#### WHAT YOU HAVE TO DO
The answer must consist of the records below, repeated exactly.

[Dataset entries]
------

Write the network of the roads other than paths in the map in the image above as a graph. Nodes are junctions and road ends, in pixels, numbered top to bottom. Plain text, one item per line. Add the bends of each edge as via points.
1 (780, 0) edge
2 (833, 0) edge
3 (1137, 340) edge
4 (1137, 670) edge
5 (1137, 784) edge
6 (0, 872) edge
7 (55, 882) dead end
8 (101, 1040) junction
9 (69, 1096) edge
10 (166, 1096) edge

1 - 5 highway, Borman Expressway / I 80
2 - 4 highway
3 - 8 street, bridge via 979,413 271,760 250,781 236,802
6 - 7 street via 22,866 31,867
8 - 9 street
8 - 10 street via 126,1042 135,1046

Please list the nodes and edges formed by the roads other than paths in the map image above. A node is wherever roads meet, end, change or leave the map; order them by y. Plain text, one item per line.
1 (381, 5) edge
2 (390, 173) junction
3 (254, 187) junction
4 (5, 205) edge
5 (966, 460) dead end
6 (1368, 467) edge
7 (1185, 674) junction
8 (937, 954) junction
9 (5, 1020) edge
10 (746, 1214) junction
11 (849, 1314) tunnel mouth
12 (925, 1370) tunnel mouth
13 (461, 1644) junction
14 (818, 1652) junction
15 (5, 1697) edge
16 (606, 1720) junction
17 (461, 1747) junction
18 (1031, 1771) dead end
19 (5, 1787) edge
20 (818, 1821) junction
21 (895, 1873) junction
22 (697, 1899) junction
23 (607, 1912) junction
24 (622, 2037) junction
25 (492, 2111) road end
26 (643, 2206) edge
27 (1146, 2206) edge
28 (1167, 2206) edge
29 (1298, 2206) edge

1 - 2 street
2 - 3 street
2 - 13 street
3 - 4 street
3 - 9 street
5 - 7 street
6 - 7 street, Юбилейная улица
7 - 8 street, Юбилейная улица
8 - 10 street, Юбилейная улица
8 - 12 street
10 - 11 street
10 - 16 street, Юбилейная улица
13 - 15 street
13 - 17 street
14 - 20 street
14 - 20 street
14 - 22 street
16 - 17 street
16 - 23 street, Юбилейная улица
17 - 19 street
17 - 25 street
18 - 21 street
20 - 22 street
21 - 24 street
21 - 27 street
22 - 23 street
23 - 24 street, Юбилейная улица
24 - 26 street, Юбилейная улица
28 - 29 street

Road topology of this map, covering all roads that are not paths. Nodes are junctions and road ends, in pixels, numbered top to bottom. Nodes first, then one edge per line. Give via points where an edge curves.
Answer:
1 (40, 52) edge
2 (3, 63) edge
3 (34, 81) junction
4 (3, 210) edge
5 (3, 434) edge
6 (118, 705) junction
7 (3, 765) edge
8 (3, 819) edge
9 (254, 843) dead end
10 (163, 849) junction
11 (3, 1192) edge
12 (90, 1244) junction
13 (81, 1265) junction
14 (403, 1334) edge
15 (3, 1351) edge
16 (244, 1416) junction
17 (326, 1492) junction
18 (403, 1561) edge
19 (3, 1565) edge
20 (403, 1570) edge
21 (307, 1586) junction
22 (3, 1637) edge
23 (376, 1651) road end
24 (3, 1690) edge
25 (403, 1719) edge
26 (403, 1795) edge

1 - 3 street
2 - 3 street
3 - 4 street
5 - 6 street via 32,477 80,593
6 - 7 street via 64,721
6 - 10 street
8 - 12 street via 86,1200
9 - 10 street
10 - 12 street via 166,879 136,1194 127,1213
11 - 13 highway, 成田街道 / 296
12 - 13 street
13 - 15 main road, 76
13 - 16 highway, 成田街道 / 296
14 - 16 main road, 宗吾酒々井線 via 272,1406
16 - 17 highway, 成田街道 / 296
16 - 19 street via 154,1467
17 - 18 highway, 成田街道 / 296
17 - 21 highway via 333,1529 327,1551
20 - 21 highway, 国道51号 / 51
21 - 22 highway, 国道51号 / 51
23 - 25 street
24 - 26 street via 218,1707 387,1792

------

#### RESPONSE TO THE TASK
Write the network of the roads other than paths in the map in the image above as a graph. Nodes are junctions and road ends, in pixels, numbered top to bottom. Plain text, one item per line. Add the bends of each edge as via points.
1 (780, 0) edge
2 (833, 0) edge
3 (1137, 340) edge
4 (1137, 670) edge
5 (1137, 784) edge
6 (0, 872) edge
7 (55, 882) dead end
8 (101, 1040) junction
9 (69, 1096) edge
10 (166, 1096) edge

1 - 5 highway, Borman Expressway / I 80
2 - 4 highway
3 - 8 street, bridge via 979,413 271,760 250,781 236,802
6 - 7 street via 22,866 31,867
8 - 9 street
8 - 10 street via 126,1042 135,1046

Please list the nodes and edges formed by the roads other than paths in the map image above. A node is wherever roads meet, end, change or leave the map; order them by y. Plain text, one item per line.
1 (381, 5) edge
2 (390, 173) junction
3 (254, 187) junction
4 (5, 205) edge
5 (966, 460) dead end
6 (1368, 467) edge
7 (1185, 674) junction
8 (937, 954) junction
9 (5, 1020) edge
10 (746, 1214) junction
11 (849, 1314) tunnel mouth
12 (925, 1370) tunnel mouth
13 (461, 1644) junction
14 (818, 1652) junction
15 (5, 1697) edge
16 (606, 1720) junction
17 (461, 1747) junction
18 (1031, 1771) dead end
19 (5, 1787) edge
20 (818, 1821) junction
21 (895, 1873) junction
22 (697, 1899) junction
23 (607, 1912) junction
24 (622, 2037) junction
25 (492, 2111) road end
26 (643, 2206) edge
27 (1146, 2206) edge
28 (1167, 2206) edge
29 (1298, 2206) edge

1 - 2 street
2 - 3 street
2 - 13 street
3 - 4 street
3 - 9 street
5 - 7 street
6 - 7 street, Юбилейная улица
7 - 8 street, Юбилейная улица
8 - 10 street, Юбилейная улица
8 - 12 street
10 - 11 street
10 - 16 street, Юбилейная улица
13 - 15 street
13 - 17 street
14 - 20 street
14 - 20 street
14 - 22 street
16 - 17 street
16 - 23 street, Юбилейная улица
17 - 19 street
17 - 25 street
18 - 21 street
20 - 22 street
21 - 24 street
21 - 27 street
22 - 23 street
23 - 24 street, Юбилейная улица
24 - 26 street, Юбилейная улица
28 - 29 street

Road topology of this map, covering all roads that are not paths. Nodes are junctions and road ends, in pixels, numbered top to bottom. Nodes first, then one edge per line. Give via points where an edge curves.
Answer:
1 (40, 52) edge
2 (3, 63) edge
3 (34, 81) junction
4 (3, 210) edge
5 (3, 434) edge
6 (118, 705) junction
7 (3, 765) edge
8 (3, 819) edge
9 (254, 843) dead end
10 (163, 849) junction
11 (3, 1192) edge
12 (90, 1244) junction
13 (81, 1265) junction
14 (403, 1334) edge
15 (3, 1351) edge
16 (244, 1416) junction
17 (326, 1492) junction
18 (403, 1561) edge
19 (3, 1565) edge
20 (403, 1570) edge
21 (307, 1586) junction
22 (3, 1637) edge
23 (376, 1651) road end
24 (3, 1690) edge
25 (403, 1719) edge
26 (403, 1795) edge

1 - 3 street
2 - 3 street
3 - 4 street
5 - 6 street via 32,477 80,593
6 - 7 street via 64,721
6 - 10 street
8 - 12 street via 86,1200
9 - 10 street
10 - 12 street via 166,879 136,1194 127,1213
11 - 13 highway, 成田街道 / 296
12 - 13 street
13 - 15 main road, 76
13 - 16 highway, 成田街道 / 296
14 - 16 main road, 宗吾酒々井線 via 272,1406
16 - 17 highway, 成田街道 / 296
16 - 19 street via 154,1467
17 - 18 highway, 成田街道 / 296
17 - 21 highway via 333,1529 327,1551
20 - 21 highway, 国道51号 / 51
21 - 22 highway, 国道51号 / 51
23 - 25 street
24 - 26 street via 218,1707 387,1792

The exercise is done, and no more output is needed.